Another important pathway involved in smooth muscle relaxation is the cyclic nucleotide phosphodiesterases (PDEs) pathway. Cyclic monophosphates of adenosine and guanosine (cAMP and cGMP, respectively) are able to activate protein kinase A (PKA) and protein kinase G (PKG), respectively, when occurs an elevation in the concentration of cAMP and cGMP in the cytosolic medium. These kinases can phosphorylate several intracellular targets, leading to smooth muscle relaxation, and one of these targets are K+ channels. PDE is responsible for cAMP and cGMP hydrolysis, resulting in their inactive products 5′-AMP and 5′-GMP, respectively, which do not activate PKA and PKG, thus stopping the cell signaling mechanism dependent on cyclic nucleotides [23]. Substances that raise the intracellular content of cAMP or cGMP show a potential relaxant effect through PDE inhibition in different tissues, including uterine smooth muscle [23].

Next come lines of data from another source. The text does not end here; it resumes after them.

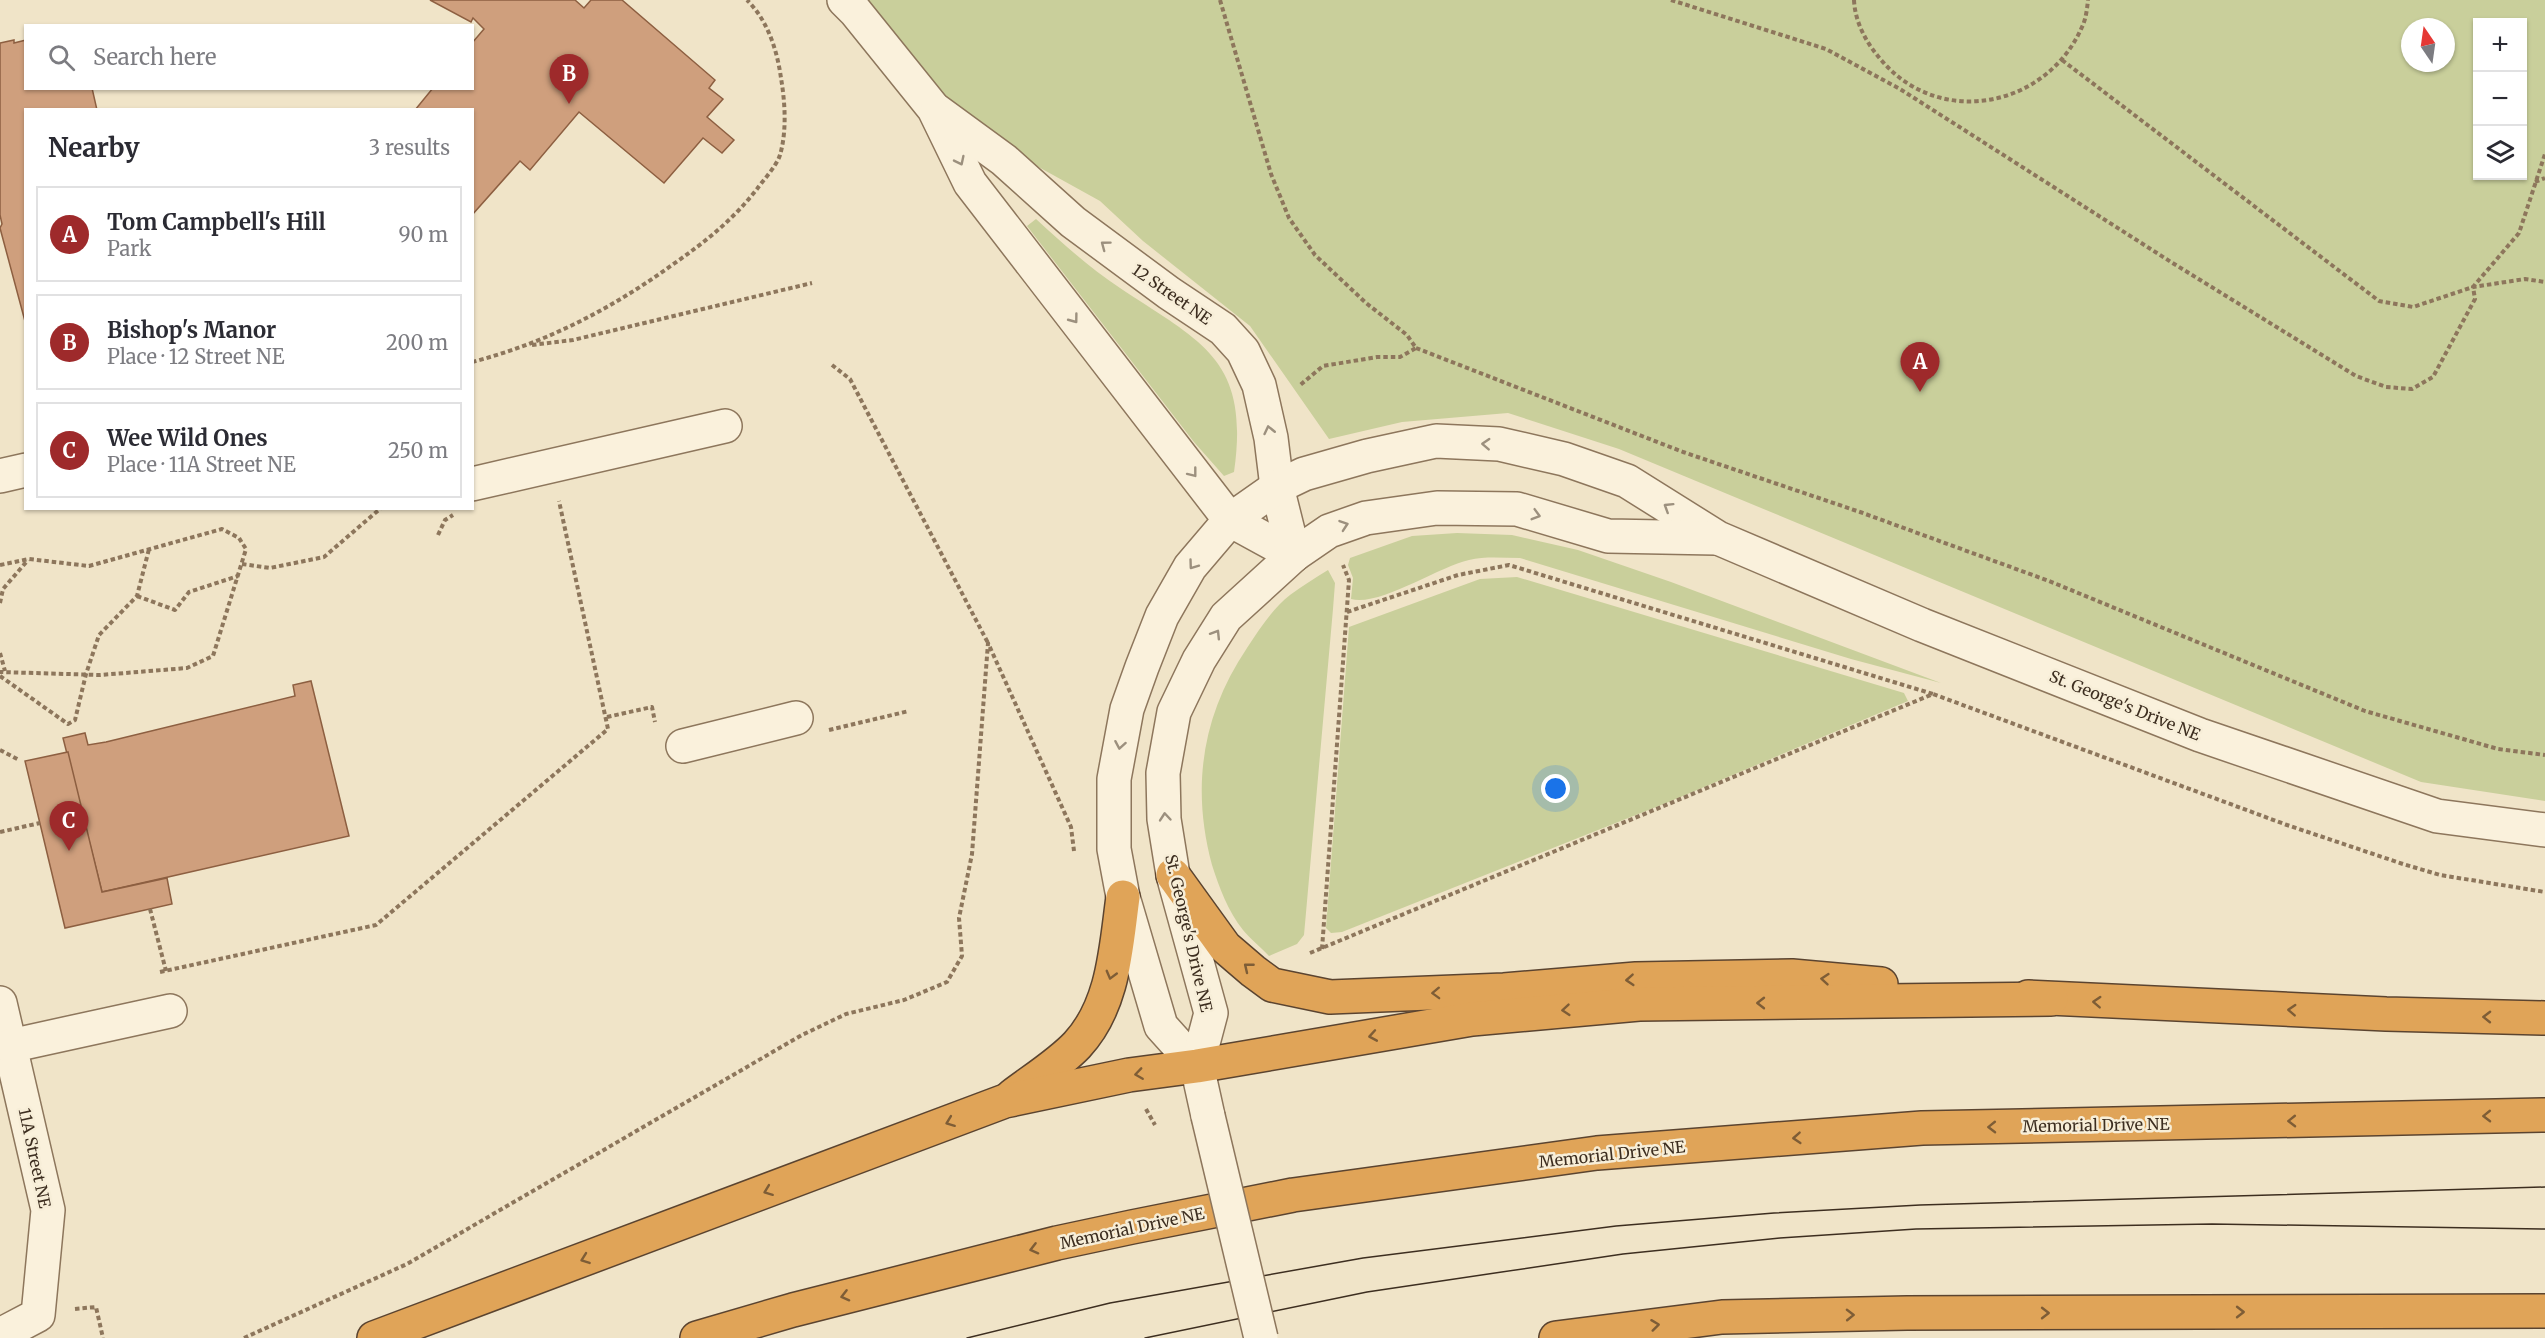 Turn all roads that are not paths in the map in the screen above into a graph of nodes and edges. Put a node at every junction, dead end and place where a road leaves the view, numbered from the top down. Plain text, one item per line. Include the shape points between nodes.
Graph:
1 (844, 0) edge
2 (934, 109) junction
3 (725, 426) dead end
4 (24, 470) edge
5 (0, 476) edge
6 (1277, 487) junction
7 (474, 496) edge
8 (1230, 520) junction
9 (1718, 538) junction
10 (1294, 555) junction
11 (796, 718) dead end
12 (683, 746) dead end
13 (2545, 830) edge
14 (1173, 875) junction
15 (1123, 897) junction
16 (2050, 999) junction
17 (0, 1003) edge
18 (170, 1011) dead end
19 (2545, 1018) edge
20 (10, 1046) junction
21 (1197, 1066) junction
22 (1005, 1101) junction
23 (2545, 1115) edge
24 (2545, 1311) edge
25 (0, 1335) edge
26 (374, 1338) edge
27 (697, 1338) edge
28 (1261, 1338) edge
29 (1556, 1338) edge

1 - 2 street, 12 Street NE
6 -> 2 street, 12 Street NE via 1259,385 1243,351 1223,329 1073,222 1004,159
2 -> 8 street, 12 Street NE via 970,183
3 - 7 street
4 - 5 street
6 - 8 street, St. George's Drive NE
9 -> 6 street, St. George's Drive NE via 1627,482 1564,459 1499,444 1436,441 1304,474
6 - 10 street, 12 Street NE
8 - 10 street
8 -> 15 street, St. George's Drive NE via 1191,567 1162,616 1127,709 1114,779 1114,849
10 -> 9 street, St. George's Drive NE via 1329,531 1366,518 1437,508 1517,510 1608,536
9 - 13 street, St. George's Drive NE via 1922,625 2200,735 2437,816
14 -> 10 street, St. George's Drive NE via 1164,819 1163,773 1174,712 1199,660 1227,617
11 - 12 street
16 -> 14 highway via 1792,976 1636,979 1504,990 1330,997 1272,985 1246,965 1225,947
14 - 21 street, St. George's Drive NE via 1211,1013
15 - 21 street, St. George's Drive NE via 1161,1026
15 -> 22 highway via 1112,973 1096,1021 1076,1046
19 -> 16 highway
16 -> 21 highway via 1639,1004 1472,1019
17 - 20 street, 11A Street NE
18 - 20 street
20 - 25 street, 11A Street NE via 48,1210 38,1315
21 -> 22 highway via 1129,1075
21 - 28 street, St. George's Drive NE, bridge
22 -> 26 highway
23 -> 27 highway, Memorial Drive NE via 1922,1128 1597,1153 1293,1196 1132,1227 793,1310
29 -> 24 highway via 1722,1317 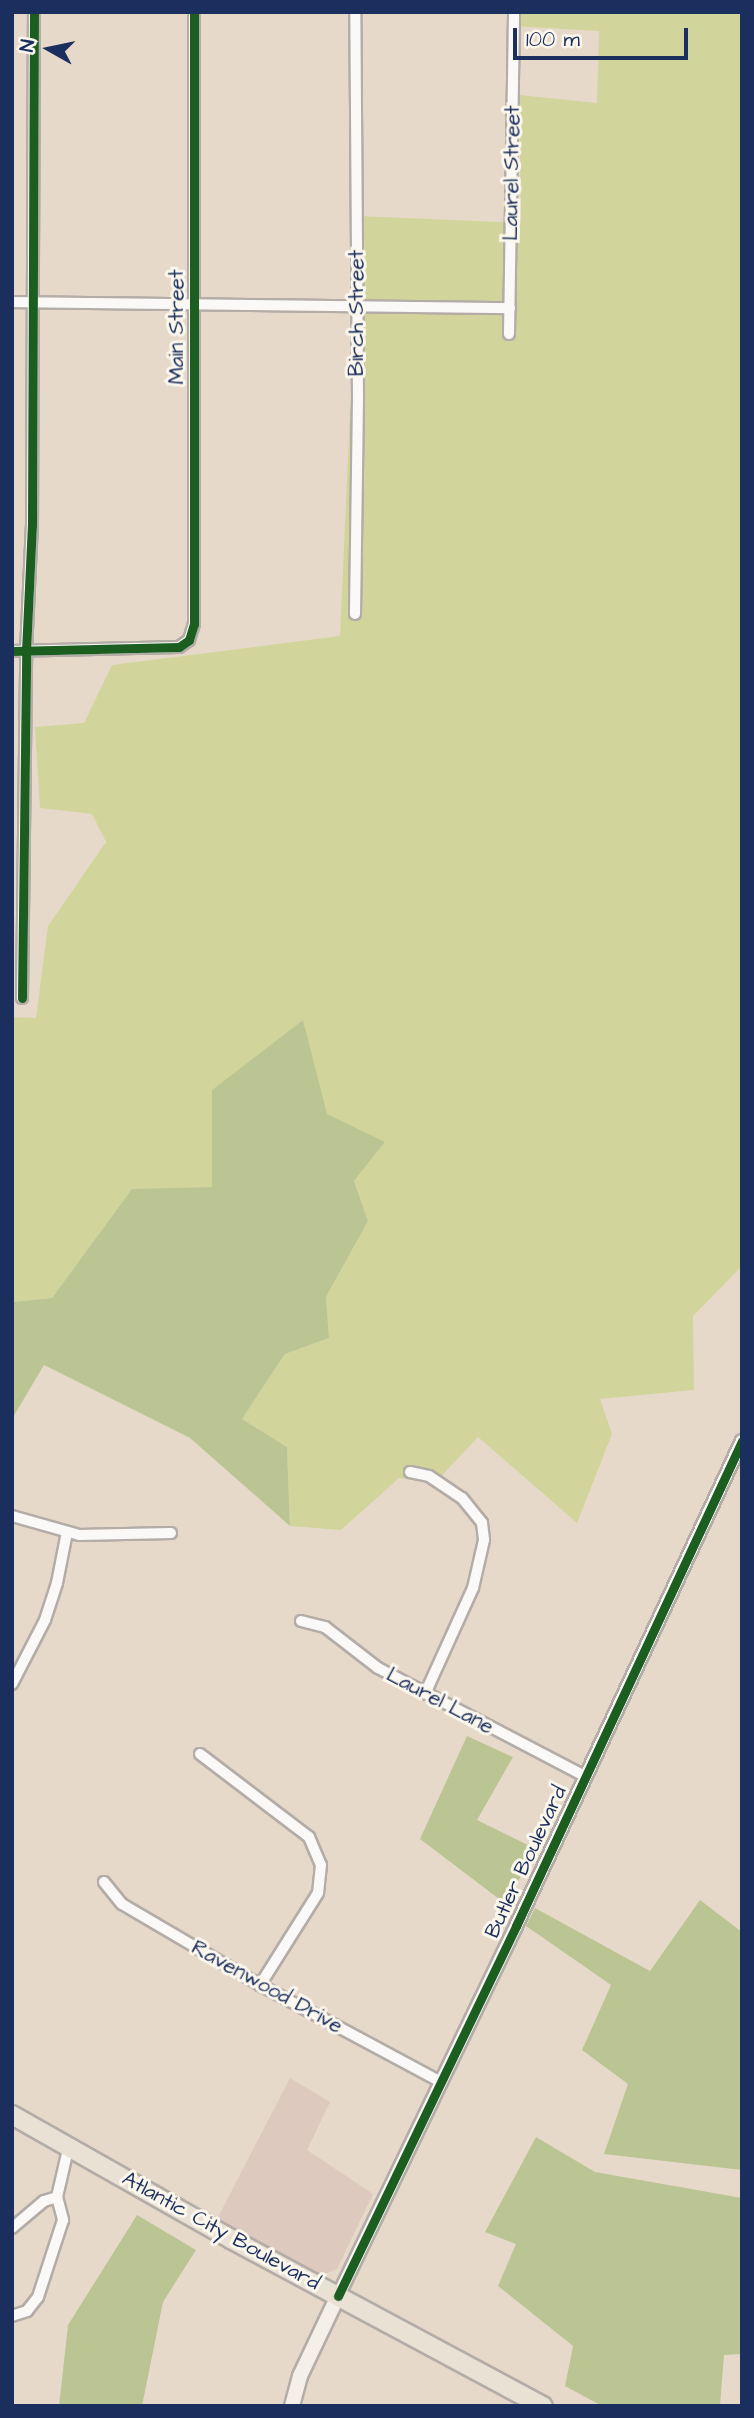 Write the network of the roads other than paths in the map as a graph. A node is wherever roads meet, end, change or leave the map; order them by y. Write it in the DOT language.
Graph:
graph roads {
  1 [pos="34,12"];
  2 [pos="194,12"];
  3 [pos="355,12"];
  4 [pos="514,12"];
  5 [pos="12,302"];
  6 [pos="32,302"];
  7 [pos="194,302"];
  8 [pos="357,305"];
  9 [pos="510,308"];
  10 [pos="509,334"];
  11 [pos="355,614"];
  12 [pos="12,651"];
  13 [pos="26,651"];
  14 [pos="22,998"];
  15 [pos="742,1441"];
  16 [pos="410,1472"];
  17 [pos="12,1516"];
  18 [pos="67,1532"];
  19 [pos="171,1534"];
  20 [pos="301,1621"];
  21 [pos="12,1684"];
  22 [pos="425,1694"];
  23 [pos="200,1754"];
  24 [pos="585,1776"];
  25 [pos="104,1881"];
  26 [pos="260,1985"];
  27 [pos="439,2081"];
  28 [pos="12,2115"];
  29 [pos="69,2144"];
  30 [pos="57,2197"];
  31 [pos="12,2228"];
  32 [pos="338,2296"];
  33 [pos="12,2316"];
  34 [pos="292,2406"];
  35 [pos="543,2406"];
  1 -- 6 [label="street"];
  2 -- 7 [label="street, Main Street"];
  3 -- 8 [label="street, Birch Street"];
  4 -- 9 [label="street, Laurel Street"];
  5 -- 6 [label="street"];
  6 -- 7 [label="street"];
  6 -- 13 [label="street"];
  7 -- 8 [label="street"];
  7 -- 13 [label="street, Main Street"];
  8 -- 9 [label="street"];
  8 -- 11 [label="street, Birch Street"];
  9 -- 10 [label="street, Laurel Street"];
  12 -- 13 [label="street"];
  13 -- 14 [label="street"];
  15 -- 24 [label="street, Butler Boulevard"];
  16 -- 22 [label="street"];
  17 -- 18 [label="street"];
  18 -- 19 [label="street"];
  18 -- 21 [label="street"];
  20 -- 22 [label="street, Laurel Lane"];
  22 -- 24 [label="street, Laurel Lane"];
  23 -- 26 [label="street"];
  24 -- 27 [label="street, Butler Boulevard"];
  25 -- 26 [label="street, Ravenwood Drive"];
  26 -- 27 [label="street, Ravenwood Drive"];
  27 -- 32 [label="street, Butler Boulevard"];
  28 -- 29 [label="highway, Atlantic City Boulevard"];
  29 -- 30 [label="street"];
  29 -- 32 [label="highway, Atlantic City Boulevard"];
  30 -- 31 [label="street"];
  30 -- 33 [label="street"];
  32 -- 34 [label="main road"];
  32 -- 35 [label="highway, Atlantic City Boulevard"];
}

Thus, to evaluate the involvement of this pathway, aminophylline, a non-selective PDE inhibitor [23], was used as a pharmacologic tool. The FGAL relaxant potency was not altered in both the absence and the presence of aminophylline, suggesting that the cyclic nucleotide PDEs pathway is not involved on relaxing effect induced by FGAL.

Conclusion

In conclusion, the FGAL tocolytic action mechanism in rat uterus involves a non-competitive pseudo-irreversible antagonism of oxytocin receptors and a positive modulation of K+ channels, primarily the BKCa channels subtype, which indirectly modulates the CaV, leading to a reduction in Ca2+ influx and uterine smooth muscle relaxation. Thereby, FGAL appears promising for the treatment of disorders affecting the uterine smooth muscle, such as the pain caused by colic and dysmenorrhea. However, more research is needed to better elucidate the FGAL tocolytic action mechanism in the rat uterus, such as molecular investigation of ion flow through the channels modulated by FGAL and the effect of FGAL on cytosolic calcium concentration of uterus myocytes.